[Body or hand keypoint data]
──────────────────────────────
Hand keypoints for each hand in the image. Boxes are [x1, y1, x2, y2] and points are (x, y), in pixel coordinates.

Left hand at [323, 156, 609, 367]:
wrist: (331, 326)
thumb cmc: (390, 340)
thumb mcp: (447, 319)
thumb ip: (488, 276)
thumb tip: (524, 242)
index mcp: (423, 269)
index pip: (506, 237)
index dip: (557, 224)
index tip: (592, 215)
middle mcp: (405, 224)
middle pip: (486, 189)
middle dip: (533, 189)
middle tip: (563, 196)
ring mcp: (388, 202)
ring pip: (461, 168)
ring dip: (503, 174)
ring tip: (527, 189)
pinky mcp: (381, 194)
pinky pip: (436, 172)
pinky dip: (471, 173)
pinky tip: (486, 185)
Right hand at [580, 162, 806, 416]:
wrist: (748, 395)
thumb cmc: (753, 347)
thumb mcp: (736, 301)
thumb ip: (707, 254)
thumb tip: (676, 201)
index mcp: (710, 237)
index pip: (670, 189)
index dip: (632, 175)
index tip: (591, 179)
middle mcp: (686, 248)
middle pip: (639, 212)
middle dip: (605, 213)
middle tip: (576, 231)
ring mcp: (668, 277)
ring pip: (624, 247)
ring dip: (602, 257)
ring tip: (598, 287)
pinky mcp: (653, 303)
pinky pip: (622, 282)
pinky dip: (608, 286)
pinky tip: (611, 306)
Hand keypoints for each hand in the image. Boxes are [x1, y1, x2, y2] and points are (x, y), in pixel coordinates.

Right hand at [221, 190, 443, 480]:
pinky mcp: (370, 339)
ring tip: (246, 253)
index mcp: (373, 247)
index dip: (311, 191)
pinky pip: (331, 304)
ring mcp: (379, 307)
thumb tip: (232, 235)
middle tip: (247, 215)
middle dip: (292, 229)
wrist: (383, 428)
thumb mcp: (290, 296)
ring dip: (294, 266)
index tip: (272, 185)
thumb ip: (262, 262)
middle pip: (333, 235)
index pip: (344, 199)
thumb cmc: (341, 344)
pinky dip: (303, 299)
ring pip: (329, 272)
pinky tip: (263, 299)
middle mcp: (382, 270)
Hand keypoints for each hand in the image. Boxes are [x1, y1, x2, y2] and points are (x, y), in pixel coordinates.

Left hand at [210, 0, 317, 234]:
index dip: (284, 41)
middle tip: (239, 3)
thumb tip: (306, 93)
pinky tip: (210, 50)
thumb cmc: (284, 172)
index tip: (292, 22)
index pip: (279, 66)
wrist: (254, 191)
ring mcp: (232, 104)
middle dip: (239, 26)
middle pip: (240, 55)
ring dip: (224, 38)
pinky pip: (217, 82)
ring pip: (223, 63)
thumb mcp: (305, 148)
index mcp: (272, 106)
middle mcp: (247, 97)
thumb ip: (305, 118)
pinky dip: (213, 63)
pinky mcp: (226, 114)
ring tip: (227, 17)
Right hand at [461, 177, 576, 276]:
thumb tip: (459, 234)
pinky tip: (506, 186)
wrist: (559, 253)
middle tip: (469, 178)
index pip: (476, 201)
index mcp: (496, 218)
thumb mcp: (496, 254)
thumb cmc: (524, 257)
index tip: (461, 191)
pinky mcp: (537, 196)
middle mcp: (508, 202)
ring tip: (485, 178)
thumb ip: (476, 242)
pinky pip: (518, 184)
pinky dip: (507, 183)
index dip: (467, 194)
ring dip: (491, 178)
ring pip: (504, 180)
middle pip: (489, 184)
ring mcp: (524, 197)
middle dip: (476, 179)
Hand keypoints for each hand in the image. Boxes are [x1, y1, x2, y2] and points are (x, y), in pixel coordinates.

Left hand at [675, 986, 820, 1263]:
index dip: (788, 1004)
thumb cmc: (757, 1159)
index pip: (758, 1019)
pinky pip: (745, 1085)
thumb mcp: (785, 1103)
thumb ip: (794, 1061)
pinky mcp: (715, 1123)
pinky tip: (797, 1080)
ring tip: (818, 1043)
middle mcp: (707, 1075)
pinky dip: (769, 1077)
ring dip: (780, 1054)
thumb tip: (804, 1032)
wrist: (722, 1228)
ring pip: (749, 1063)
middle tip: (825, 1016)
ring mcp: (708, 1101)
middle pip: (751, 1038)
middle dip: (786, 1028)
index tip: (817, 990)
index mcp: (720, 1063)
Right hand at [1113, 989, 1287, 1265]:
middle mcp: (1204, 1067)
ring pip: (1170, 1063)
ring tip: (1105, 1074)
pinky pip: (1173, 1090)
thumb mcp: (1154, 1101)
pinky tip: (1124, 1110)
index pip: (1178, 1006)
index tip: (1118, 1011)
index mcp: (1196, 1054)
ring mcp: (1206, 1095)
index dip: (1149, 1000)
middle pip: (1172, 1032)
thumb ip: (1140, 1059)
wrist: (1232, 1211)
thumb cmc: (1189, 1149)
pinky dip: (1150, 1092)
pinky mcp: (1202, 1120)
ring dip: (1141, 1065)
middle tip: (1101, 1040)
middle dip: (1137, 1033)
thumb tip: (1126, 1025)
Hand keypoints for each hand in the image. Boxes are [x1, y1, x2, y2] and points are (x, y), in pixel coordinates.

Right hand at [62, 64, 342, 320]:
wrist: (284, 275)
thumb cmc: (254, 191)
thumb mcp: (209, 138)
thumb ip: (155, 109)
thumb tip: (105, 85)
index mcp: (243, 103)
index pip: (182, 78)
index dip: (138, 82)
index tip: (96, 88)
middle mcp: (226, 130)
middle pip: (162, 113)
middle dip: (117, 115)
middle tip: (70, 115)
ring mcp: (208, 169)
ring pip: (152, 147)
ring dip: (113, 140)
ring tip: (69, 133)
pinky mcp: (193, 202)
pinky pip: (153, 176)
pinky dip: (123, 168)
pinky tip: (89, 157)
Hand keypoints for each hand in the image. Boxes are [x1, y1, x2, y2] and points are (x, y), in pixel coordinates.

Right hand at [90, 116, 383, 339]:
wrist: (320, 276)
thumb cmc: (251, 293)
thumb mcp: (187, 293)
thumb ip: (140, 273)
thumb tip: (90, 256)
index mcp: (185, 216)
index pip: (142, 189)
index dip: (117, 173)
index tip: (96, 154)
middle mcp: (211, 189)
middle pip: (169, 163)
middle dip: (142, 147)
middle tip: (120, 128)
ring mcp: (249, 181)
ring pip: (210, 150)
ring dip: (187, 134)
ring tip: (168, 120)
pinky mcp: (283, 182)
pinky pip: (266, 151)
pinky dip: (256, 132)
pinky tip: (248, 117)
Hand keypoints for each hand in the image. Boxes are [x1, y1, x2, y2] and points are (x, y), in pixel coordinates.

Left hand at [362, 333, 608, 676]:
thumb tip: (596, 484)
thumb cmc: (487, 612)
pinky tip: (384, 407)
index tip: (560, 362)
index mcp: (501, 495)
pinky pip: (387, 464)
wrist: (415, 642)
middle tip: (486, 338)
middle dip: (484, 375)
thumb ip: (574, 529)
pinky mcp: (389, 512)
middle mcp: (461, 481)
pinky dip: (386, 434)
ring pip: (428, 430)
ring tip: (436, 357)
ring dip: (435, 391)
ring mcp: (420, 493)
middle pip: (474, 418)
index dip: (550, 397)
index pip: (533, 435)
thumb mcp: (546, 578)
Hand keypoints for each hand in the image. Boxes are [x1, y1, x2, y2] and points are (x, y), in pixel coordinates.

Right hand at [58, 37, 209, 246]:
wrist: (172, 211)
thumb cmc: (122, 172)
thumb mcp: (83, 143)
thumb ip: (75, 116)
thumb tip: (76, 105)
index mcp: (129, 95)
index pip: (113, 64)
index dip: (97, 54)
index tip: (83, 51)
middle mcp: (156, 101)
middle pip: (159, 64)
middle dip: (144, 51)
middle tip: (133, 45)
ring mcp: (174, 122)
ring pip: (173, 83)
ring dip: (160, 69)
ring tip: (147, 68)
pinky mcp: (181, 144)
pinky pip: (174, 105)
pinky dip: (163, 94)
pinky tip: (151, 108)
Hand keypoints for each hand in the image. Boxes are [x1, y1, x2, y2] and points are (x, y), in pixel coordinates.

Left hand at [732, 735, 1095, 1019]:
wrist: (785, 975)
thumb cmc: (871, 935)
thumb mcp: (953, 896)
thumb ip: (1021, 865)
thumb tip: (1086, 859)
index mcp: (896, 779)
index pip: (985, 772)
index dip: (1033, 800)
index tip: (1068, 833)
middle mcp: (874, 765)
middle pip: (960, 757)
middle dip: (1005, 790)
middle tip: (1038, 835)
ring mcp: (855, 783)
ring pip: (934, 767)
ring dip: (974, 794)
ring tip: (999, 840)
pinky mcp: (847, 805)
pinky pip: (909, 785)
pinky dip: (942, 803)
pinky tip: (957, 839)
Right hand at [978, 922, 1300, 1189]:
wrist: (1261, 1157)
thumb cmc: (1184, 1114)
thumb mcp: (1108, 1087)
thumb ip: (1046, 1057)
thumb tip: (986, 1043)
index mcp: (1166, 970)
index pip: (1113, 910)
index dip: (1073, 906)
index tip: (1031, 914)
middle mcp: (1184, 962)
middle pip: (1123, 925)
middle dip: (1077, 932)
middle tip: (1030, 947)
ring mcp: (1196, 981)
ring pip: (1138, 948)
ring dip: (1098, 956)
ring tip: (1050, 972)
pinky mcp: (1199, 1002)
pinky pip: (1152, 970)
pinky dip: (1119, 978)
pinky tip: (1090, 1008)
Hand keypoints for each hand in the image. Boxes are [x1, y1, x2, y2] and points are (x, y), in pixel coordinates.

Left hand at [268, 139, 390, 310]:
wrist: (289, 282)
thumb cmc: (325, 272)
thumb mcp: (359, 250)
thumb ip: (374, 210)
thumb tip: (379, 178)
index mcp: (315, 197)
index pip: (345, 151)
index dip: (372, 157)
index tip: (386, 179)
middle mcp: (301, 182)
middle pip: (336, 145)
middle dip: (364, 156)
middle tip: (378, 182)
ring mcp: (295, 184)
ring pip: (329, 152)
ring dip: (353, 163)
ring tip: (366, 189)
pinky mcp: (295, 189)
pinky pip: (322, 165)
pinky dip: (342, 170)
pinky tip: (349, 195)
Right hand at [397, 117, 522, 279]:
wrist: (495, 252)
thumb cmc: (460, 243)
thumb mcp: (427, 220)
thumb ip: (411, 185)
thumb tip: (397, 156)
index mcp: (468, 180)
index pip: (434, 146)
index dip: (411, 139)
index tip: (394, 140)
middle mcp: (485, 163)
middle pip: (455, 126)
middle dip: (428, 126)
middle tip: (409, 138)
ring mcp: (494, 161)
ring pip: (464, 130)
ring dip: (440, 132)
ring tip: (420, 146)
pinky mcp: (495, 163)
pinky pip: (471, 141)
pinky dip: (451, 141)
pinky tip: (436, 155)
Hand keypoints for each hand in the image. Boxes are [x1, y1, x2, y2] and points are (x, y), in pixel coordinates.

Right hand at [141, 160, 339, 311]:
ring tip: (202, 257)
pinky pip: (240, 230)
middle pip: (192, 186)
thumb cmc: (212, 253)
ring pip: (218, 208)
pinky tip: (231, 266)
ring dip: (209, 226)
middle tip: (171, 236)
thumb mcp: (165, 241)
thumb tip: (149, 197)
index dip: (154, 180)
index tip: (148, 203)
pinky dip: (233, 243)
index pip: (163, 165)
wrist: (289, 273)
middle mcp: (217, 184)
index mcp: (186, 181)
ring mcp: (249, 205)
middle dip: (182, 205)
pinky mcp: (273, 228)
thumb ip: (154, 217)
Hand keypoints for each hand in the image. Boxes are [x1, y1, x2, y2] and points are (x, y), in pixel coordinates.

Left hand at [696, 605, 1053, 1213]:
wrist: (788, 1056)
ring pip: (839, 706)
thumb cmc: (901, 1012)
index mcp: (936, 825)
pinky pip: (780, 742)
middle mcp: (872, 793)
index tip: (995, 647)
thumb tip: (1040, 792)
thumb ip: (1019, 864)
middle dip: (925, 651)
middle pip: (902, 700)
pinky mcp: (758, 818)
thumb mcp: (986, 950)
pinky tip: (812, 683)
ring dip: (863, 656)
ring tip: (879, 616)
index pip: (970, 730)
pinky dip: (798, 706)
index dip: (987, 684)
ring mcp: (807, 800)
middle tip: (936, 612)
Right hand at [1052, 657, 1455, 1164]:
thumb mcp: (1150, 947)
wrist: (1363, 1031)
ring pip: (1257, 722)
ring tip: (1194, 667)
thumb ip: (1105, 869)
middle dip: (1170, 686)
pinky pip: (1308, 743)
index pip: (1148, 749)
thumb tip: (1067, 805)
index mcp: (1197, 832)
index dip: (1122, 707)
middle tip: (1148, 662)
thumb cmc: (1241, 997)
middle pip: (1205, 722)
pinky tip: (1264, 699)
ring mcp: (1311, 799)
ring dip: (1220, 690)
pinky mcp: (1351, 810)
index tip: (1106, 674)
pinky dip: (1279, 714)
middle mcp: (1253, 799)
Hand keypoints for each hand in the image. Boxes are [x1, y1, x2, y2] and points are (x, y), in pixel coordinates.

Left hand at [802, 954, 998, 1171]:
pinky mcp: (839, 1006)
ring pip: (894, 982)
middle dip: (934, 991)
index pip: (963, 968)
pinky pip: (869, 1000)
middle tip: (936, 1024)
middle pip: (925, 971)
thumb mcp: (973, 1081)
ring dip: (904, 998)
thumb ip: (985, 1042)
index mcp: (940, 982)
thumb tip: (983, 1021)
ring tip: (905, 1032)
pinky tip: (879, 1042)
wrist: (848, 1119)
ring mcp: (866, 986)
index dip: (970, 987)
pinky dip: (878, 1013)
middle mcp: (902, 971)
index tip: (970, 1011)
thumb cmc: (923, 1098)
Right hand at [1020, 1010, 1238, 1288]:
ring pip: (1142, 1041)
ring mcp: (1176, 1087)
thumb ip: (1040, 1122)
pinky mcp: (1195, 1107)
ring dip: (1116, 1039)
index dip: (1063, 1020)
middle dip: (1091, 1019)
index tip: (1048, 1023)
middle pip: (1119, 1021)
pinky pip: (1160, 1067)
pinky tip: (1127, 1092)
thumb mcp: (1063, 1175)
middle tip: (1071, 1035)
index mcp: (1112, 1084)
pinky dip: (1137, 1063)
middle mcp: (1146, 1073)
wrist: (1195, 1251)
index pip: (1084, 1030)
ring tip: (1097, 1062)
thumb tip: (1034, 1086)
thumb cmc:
──────────────────────────────
**Requirement:** Copy out, word for word, the part of the entries above that begins at the line with "index tip: (592, 215)" and ends at the line with "pinky dip: (471, 173)", including both.

**Your response:**
index tip: (592, 215)
middle mcp: (405, 224)
middle pip: (486, 189)
middle dip: (533, 189)
middle tip: (563, 196)
ring mcp: (388, 202)
ring pip: (461, 168)
ring dip: (503, 174)
ring tip: (527, 189)
pinky mcp: (381, 194)
pinky pip: (436, 172)
pinky dip: (471, 173)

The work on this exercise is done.